▸ **Work to complete**:
All of the records below need to be copied exactly.

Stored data
··········

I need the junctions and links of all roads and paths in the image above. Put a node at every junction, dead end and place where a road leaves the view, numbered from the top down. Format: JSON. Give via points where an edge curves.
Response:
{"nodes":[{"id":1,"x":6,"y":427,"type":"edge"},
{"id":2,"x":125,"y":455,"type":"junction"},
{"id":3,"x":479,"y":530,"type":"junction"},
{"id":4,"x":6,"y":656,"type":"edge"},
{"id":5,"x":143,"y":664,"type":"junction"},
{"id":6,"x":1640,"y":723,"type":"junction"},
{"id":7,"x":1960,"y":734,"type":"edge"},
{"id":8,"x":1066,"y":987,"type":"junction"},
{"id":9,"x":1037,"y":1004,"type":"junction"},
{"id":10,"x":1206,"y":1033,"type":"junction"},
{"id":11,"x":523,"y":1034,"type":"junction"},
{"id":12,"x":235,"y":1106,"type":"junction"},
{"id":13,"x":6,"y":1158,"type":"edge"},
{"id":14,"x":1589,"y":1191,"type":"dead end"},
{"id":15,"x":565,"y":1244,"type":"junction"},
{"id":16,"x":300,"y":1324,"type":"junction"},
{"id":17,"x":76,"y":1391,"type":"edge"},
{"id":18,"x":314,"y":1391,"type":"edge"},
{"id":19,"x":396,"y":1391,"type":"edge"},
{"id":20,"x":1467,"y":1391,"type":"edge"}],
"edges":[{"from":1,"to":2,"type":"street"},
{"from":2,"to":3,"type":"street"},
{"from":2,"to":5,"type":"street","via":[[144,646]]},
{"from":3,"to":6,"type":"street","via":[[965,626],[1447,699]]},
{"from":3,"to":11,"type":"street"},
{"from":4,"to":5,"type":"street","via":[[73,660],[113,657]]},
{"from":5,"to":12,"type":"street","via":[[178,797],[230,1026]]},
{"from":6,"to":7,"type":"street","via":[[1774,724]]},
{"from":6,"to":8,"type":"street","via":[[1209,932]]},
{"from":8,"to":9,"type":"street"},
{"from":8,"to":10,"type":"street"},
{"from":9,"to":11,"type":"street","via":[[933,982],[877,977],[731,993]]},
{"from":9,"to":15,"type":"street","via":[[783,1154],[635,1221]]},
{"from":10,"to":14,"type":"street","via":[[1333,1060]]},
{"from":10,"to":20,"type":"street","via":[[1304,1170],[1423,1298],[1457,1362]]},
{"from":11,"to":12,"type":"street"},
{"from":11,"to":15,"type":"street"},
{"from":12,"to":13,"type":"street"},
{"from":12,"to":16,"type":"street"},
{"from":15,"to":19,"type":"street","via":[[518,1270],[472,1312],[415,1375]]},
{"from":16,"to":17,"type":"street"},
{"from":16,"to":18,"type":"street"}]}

··········

▸ **Result of the task**:
I need the junctions and links of all roads and paths in the image above. Put a node at every junction, dead end and place where a road leaves the view, numbered from the top down. Format: JSON. Give via points where an edge curves.
Response:
{"nodes":[{"id":1,"x":6,"y":427,"type":"edge"},
{"id":2,"x":125,"y":455,"type":"junction"},
{"id":3,"x":479,"y":530,"type":"junction"},
{"id":4,"x":6,"y":656,"type":"edge"},
{"id":5,"x":143,"y":664,"type":"junction"},
{"id":6,"x":1640,"y":723,"type":"junction"},
{"id":7,"x":1960,"y":734,"type":"edge"},
{"id":8,"x":1066,"y":987,"type":"junction"},
{"id":9,"x":1037,"y":1004,"type":"junction"},
{"id":10,"x":1206,"y":1033,"type":"junction"},
{"id":11,"x":523,"y":1034,"type":"junction"},
{"id":12,"x":235,"y":1106,"type":"junction"},
{"id":13,"x":6,"y":1158,"type":"edge"},
{"id":14,"x":1589,"y":1191,"type":"dead end"},
{"id":15,"x":565,"y":1244,"type":"junction"},
{"id":16,"x":300,"y":1324,"type":"junction"},
{"id":17,"x":76,"y":1391,"type":"edge"},
{"id":18,"x":314,"y":1391,"type":"edge"},
{"id":19,"x":396,"y":1391,"type":"edge"},
{"id":20,"x":1467,"y":1391,"type":"edge"}],
"edges":[{"from":1,"to":2,"type":"street"},
{"from":2,"to":3,"type":"street"},
{"from":2,"to":5,"type":"street","via":[[144,646]]},
{"from":3,"to":6,"type":"street","via":[[965,626],[1447,699]]},
{"from":3,"to":11,"type":"street"},
{"from":4,"to":5,"type":"street","via":[[73,660],[113,657]]},
{"from":5,"to":12,"type":"street","via":[[178,797],[230,1026]]},
{"from":6,"to":7,"type":"street","via":[[1774,724]]},
{"from":6,"to":8,"type":"street","via":[[1209,932]]},
{"from":8,"to":9,"type":"street"},
{"from":8,"to":10,"type":"street"},
{"from":9,"to":11,"type":"street","via":[[933,982],[877,977],[731,993]]},
{"from":9,"to":15,"type":"street","via":[[783,1154],[635,1221]]},
{"from":10,"to":14,"type":"street","via":[[1333,1060]]},
{"from":10,"to":20,"type":"street","via":[[1304,1170],[1423,1298],[1457,1362]]},
{"from":11,"to":12,"type":"street"},
{"from":11,"to":15,"type":"street"},
{"from":12,"to":13,"type":"street"},
{"from":12,"to":16,"type":"street"},
{"from":15,"to":19,"type":"street","via":[[518,1270],[472,1312],[415,1375]]},
{"from":16,"to":17,"type":"street"},
{"from":16,"to":18,"type":"street"}]}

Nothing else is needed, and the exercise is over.